Dataset excerpts:
Content starts

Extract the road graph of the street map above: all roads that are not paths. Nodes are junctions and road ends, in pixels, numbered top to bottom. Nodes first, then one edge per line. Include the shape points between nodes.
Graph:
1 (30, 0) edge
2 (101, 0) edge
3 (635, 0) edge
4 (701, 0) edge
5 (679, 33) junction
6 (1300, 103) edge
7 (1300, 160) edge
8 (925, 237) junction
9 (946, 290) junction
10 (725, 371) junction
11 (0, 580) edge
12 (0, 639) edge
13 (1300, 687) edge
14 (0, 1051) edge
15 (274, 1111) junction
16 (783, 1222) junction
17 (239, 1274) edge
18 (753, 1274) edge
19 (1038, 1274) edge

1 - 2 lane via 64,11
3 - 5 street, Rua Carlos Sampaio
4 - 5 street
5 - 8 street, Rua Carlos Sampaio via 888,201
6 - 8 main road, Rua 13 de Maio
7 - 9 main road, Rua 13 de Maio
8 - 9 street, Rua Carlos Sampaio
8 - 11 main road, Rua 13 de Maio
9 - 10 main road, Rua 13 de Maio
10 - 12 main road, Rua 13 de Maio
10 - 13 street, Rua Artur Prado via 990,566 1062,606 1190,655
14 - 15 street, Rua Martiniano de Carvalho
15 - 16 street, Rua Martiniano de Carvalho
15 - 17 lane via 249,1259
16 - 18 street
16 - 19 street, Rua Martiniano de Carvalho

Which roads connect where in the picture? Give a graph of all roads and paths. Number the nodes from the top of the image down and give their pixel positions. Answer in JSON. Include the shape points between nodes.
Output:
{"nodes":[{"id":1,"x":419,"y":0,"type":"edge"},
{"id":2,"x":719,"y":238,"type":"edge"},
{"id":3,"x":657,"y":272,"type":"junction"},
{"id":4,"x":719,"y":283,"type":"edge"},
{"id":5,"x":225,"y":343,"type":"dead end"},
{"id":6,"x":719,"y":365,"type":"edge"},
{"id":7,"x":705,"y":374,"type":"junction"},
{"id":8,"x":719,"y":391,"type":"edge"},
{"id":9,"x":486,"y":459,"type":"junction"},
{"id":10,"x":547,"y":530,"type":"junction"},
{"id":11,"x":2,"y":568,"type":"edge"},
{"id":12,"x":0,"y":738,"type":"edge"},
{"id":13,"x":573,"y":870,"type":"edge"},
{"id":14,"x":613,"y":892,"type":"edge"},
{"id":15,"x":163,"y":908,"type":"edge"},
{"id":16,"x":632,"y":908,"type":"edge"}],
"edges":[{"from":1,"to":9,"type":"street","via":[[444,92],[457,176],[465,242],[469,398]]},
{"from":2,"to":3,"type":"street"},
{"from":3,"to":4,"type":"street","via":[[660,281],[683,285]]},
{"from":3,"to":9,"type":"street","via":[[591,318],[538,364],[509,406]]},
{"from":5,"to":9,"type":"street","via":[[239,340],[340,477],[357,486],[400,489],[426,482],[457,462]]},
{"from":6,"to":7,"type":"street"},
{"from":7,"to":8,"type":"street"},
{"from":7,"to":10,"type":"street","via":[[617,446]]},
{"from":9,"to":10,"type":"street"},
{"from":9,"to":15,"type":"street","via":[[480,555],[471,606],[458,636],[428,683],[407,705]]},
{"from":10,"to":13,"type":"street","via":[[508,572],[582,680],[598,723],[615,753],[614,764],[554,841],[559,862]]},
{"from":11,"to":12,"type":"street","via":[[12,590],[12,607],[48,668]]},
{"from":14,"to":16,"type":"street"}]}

Content ends

### Task to complete
Exactly as written, please transcribe the lines from the start of the records above to the line that holds "Which roads connect", both ends included.

### Task response
Extract the road graph of the street map above: all roads that are not paths. Nodes are junctions and road ends, in pixels, numbered top to bottom. Nodes first, then one edge per line. Include the shape points between nodes.
Graph:
1 (30, 0) edge
2 (101, 0) edge
3 (635, 0) edge
4 (701, 0) edge
5 (679, 33) junction
6 (1300, 103) edge
7 (1300, 160) edge
8 (925, 237) junction
9 (946, 290) junction
10 (725, 371) junction
11 (0, 580) edge
12 (0, 639) edge
13 (1300, 687) edge
14 (0, 1051) edge
15 (274, 1111) junction
16 (783, 1222) junction
17 (239, 1274) edge
18 (753, 1274) edge
19 (1038, 1274) edge

1 - 2 lane via 64,11
3 - 5 street, Rua Carlos Sampaio
4 - 5 street
5 - 8 street, Rua Carlos Sampaio via 888,201
6 - 8 main road, Rua 13 de Maio
7 - 9 main road, Rua 13 de Maio
8 - 9 street, Rua Carlos Sampaio
8 - 11 main road, Rua 13 de Maio
9 - 10 main road, Rua 13 de Maio
10 - 12 main road, Rua 13 de Maio
10 - 13 street, Rua Artur Prado via 990,566 1062,606 1190,655
14 - 15 street, Rua Martiniano de Carvalho
15 - 16 street, Rua Martiniano de Carvalho
15 - 17 lane via 249,1259
16 - 18 street
16 - 19 street, Rua Martiniano de Carvalho

Which roads connect where in the picture? Give a graph of all roads and paths. Number the nodes from the top of the image down and give their pixel positions. Answer in JSON. Include the shape points between nodes.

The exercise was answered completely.